GOP Debt Plan Could Push US Into Recession: Moody’s Chief Economist
Budget

GOP Debt Plan Could Push US Into Recession: Moody’s Chief Economist

Graeme Sloan/Sipa USA

Moody’s Analytics chief economist Mark Zandi told lawmakers Thursday that the bill passed by House Republicans to raise the debt limit in the short run while slashing spending over a period of 10 years would drag on economic growth and possibly push the U.S. into a recession.

Speaking at a Senate Budget Committee hearing, Zandi said the government spending cuts included in the bill would reduce economic growth by 0.67 percentage points in 2024. That alone would not be enough to cause a recession, Zandi said, but it could hasten a slowdown that many economists expect to develop later this year or in early 2024.

“The timing of the government spending cuts in the Limit, Save, Grow Act is thus especially inopportune — it would meaningfully increase the likelihood of such a downturn,” Zandi said in his prepared testimony. “Indeed, under the legislation, GDP growth is so weak that employment declines in the first three quarters of 2024, and the unemployment rate rises by more than a percentage point to nearly 4.6% by the fourth quarter of 2024.”

The fact that the bill would raise the debt limit for less than one year is also a problem, Zandi said, since the likelihood of another political showdown over the issue in just a few months would “weigh on investor, business and consumer confidence and thus economic activity.”

Zandi also noted that the spending cuts outlined in the House GOP bill would push nondefense spending to lows not seen in decades when measured as a share of the economy. “If nondefense discretionary outlays were to bear the full brunt of the proposed budget cuts, they would fall to 2% of GDP by fiscal 2033, the lowest since at least the early 1960s,” he said.

Lawmakers spar: The hastily arranged Senate hearing gave Democratic lawmakers a platform to push back against the bill passed by House Republicans last week. Sen. Patty Murray (D-WA) charged that the GOP was using the debt ceiling as a hostage. “House Republicans are saying if you don’t let us wreck the economy and whittle down essential government services to the point where we are laying off air traffic controllers, then we will just wreck the economy by refusing to pay the bills instead,” she said.

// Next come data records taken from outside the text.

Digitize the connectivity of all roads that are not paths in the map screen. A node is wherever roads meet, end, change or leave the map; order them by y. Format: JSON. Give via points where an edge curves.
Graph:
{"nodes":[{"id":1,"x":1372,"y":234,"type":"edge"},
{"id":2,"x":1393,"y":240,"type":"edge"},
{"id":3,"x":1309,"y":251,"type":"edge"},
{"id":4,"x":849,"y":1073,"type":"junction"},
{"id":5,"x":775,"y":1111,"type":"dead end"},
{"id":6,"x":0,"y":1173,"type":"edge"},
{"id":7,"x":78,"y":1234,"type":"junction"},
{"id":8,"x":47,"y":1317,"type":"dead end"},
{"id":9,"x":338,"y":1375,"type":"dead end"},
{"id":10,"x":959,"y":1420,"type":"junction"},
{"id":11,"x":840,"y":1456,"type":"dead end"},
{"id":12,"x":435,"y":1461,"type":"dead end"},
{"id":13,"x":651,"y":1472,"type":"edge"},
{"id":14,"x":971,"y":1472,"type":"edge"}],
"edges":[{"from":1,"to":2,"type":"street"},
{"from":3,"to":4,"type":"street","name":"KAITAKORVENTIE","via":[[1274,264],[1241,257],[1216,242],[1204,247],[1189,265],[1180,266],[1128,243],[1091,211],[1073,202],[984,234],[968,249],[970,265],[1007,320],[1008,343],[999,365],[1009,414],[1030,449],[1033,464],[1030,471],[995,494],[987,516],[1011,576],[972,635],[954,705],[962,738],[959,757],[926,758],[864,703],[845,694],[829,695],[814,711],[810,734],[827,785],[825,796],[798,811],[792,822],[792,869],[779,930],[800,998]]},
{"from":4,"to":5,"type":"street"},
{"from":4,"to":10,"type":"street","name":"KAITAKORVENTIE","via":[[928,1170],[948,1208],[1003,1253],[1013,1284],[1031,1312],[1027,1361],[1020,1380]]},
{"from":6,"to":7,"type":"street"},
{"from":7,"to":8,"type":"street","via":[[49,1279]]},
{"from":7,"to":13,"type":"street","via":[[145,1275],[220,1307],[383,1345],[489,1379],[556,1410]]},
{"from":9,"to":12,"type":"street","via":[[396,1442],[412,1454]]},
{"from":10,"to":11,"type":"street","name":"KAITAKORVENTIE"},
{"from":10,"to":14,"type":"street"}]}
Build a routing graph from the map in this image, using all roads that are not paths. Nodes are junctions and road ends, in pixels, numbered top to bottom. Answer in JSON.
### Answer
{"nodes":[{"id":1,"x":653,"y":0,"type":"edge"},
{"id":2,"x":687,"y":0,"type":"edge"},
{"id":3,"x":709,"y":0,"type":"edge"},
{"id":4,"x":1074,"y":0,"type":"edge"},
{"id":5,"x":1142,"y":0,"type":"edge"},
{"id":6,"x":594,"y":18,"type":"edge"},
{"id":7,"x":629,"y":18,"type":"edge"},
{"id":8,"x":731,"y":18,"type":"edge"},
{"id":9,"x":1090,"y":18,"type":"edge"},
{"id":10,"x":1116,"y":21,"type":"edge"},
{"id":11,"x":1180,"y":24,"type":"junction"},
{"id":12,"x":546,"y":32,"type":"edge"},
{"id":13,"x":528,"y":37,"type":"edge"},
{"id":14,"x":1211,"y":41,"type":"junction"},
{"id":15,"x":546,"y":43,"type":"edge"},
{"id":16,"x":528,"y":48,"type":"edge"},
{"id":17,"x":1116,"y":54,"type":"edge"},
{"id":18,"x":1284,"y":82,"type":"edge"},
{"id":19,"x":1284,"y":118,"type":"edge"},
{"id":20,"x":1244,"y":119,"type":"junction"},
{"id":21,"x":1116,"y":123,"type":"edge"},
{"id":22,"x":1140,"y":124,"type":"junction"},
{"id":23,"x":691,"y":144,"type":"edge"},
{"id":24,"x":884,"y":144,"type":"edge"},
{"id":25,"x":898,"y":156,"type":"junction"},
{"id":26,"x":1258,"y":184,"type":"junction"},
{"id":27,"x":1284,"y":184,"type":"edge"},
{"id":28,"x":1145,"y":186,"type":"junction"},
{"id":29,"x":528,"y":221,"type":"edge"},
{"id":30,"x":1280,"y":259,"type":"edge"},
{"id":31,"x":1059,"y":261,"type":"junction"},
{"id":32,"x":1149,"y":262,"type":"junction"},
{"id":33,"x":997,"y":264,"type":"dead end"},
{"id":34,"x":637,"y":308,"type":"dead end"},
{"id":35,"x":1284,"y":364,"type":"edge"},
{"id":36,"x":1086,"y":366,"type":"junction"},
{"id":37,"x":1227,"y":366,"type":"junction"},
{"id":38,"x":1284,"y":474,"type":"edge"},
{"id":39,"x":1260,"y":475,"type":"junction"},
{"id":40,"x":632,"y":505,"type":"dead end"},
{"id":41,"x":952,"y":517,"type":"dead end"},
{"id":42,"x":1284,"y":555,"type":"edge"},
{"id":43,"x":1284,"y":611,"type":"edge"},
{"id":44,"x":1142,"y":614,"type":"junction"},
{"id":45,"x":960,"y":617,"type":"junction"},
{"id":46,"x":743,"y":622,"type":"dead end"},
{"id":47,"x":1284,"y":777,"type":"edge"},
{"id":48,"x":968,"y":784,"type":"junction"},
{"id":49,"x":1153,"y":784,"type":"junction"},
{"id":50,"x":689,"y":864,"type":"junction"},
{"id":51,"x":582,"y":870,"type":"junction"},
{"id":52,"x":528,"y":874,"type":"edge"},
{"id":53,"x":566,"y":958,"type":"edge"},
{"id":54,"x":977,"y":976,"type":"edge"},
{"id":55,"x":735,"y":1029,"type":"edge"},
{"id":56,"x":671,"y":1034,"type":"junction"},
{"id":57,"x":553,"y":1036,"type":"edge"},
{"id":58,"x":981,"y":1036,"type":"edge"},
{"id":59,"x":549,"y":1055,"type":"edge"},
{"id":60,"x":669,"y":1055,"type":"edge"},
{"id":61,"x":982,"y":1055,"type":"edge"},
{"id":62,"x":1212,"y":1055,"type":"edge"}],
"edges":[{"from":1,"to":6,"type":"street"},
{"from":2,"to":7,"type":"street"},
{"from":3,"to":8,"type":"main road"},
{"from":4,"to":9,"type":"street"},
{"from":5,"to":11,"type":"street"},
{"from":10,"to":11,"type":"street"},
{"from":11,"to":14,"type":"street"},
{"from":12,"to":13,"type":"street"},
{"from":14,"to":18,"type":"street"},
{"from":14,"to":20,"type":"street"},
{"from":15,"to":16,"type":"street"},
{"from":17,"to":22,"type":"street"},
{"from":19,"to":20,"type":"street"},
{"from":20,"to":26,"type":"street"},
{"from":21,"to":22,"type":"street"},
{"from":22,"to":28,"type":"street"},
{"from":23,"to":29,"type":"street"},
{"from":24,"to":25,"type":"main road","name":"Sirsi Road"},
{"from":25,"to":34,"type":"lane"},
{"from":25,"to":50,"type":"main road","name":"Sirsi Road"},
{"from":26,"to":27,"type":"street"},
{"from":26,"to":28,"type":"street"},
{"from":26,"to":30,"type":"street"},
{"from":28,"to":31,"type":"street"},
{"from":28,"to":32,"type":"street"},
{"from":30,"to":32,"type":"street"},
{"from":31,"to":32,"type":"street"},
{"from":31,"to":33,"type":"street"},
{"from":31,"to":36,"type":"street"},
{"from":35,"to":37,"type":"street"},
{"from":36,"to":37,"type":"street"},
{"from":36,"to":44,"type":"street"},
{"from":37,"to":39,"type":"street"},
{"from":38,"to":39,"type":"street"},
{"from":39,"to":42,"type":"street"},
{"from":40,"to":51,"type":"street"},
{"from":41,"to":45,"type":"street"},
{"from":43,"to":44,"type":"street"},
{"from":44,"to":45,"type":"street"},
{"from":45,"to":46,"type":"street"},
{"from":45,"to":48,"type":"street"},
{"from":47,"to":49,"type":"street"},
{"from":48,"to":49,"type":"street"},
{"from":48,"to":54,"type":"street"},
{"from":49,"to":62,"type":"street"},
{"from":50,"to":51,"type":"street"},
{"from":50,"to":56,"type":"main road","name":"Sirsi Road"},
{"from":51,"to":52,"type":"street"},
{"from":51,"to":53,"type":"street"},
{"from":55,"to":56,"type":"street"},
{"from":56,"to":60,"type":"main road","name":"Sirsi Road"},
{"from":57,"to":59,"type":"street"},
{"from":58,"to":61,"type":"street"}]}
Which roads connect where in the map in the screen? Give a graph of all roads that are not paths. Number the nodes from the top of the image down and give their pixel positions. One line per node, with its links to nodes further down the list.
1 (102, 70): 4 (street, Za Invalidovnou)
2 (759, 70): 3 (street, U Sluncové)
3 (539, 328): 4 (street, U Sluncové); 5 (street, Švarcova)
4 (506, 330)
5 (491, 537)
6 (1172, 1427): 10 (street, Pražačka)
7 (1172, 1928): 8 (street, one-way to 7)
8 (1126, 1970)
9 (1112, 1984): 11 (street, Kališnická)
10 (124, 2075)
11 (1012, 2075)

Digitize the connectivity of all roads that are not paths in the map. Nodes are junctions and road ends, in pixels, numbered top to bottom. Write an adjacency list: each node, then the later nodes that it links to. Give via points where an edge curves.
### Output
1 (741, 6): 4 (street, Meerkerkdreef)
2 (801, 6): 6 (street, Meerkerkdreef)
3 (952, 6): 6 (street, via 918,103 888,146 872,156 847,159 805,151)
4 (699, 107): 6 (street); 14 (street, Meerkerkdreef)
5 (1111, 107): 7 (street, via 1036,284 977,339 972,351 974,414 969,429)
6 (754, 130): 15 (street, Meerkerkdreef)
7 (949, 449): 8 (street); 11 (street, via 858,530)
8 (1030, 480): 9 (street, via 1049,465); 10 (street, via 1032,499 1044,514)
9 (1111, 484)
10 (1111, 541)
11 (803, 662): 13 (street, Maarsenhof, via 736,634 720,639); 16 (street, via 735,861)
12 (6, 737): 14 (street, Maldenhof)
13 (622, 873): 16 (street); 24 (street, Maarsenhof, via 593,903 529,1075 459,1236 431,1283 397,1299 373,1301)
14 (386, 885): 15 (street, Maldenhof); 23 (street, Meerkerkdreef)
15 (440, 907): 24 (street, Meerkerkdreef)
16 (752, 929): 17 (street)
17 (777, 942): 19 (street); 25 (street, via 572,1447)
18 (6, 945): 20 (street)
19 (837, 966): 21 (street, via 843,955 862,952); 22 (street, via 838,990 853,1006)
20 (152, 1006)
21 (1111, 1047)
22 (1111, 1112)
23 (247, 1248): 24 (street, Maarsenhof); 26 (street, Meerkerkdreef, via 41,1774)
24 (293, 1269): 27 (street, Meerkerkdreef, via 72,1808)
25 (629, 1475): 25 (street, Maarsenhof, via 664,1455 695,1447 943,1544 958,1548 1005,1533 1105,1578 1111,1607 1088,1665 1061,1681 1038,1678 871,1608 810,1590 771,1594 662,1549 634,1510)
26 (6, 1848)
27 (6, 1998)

In response, Republicans focused more on the long-term issue of the national debt while calling on President Biden to come to the negotiating table. “House Republicans have acted responsibly by passing a debt ceiling increase,” said Sen. Chuck Grassley (R-IA), the top Republican on the committee. “In contrast, President Biden and Democrats have sat idly by.”

Brian Riedl, a tax and budget specialist at the conservative Manhattan Institute, said the current fiscal trajectory is unsustainable and must be addressed “immediately.” He warned that international investors would punish the U.S. if it continues to increase its debt. “If we don’t deal with this, the bond market will cut us off at some point and it will be much more painful,” he said.

At the same time, Riedl declared that lawmakers must avoid a default. “I agree that the debt limit must be raised on time, no matter what,” he said. “Hitting the debt limit would force an immediate 20% cut in federal spending, and possibly default on the national debt. The effect on families, businesses, financial markets, and the broader economy would be devastating. That is not a solution to soaring debt. The debt limit must be raised.”

Another expert appearing before the committee, Jason J. Fichtner, chief economist at the Bipartisan Policy Center, emphasized that raising the debt ceiling should be lawmakers’ top priority. “First, Congress must raise the debt ceiling. Period. Full stop,” he said. “Taking the nation near the brink of defaulting on any payment obligations—or going over the cliff and failing to make any obligated payments—will cause unnecessary fiscal expense, potentially damage the full faith and credit of the United States, cause financial harm to millions of Americans (through possible delayed government payments and loss of stock market value and retirement account wealth) and, in the end, cost more than any potential savings being discussed or imagined.”

After the debt ceiling threat is removed, Congress can work to improve the country’s unsustainable fiscal trajectory, Fichtner said. He called on lawmakers to work on a bipartisan basis. “While the debt limit is not a good mechanism to facilitate the necessary and thoughtful conversation on addressing the nation’s fiscal challenges, it is the opportunity currently present and available,” he said. “I encourage members of the House and Senate, Democrats and Republicans, and President Biden, to sit down and negotiate before the Treasury Department runs out of options to continue making full payments on the government’s obligations.”

The bottom line: Although the experts testifying before the Senate committee agreed that the U.S. needs to address its long-term fiscal challenges, there was no agreement on whether using the threat of default provided a proper framework for doing so. All did agree, however, that default should not be an option. “We need to end this drama as quickly as possible," Zandi said. “If we don't, we're going to go into recession and our fiscal challenges will be made even worse.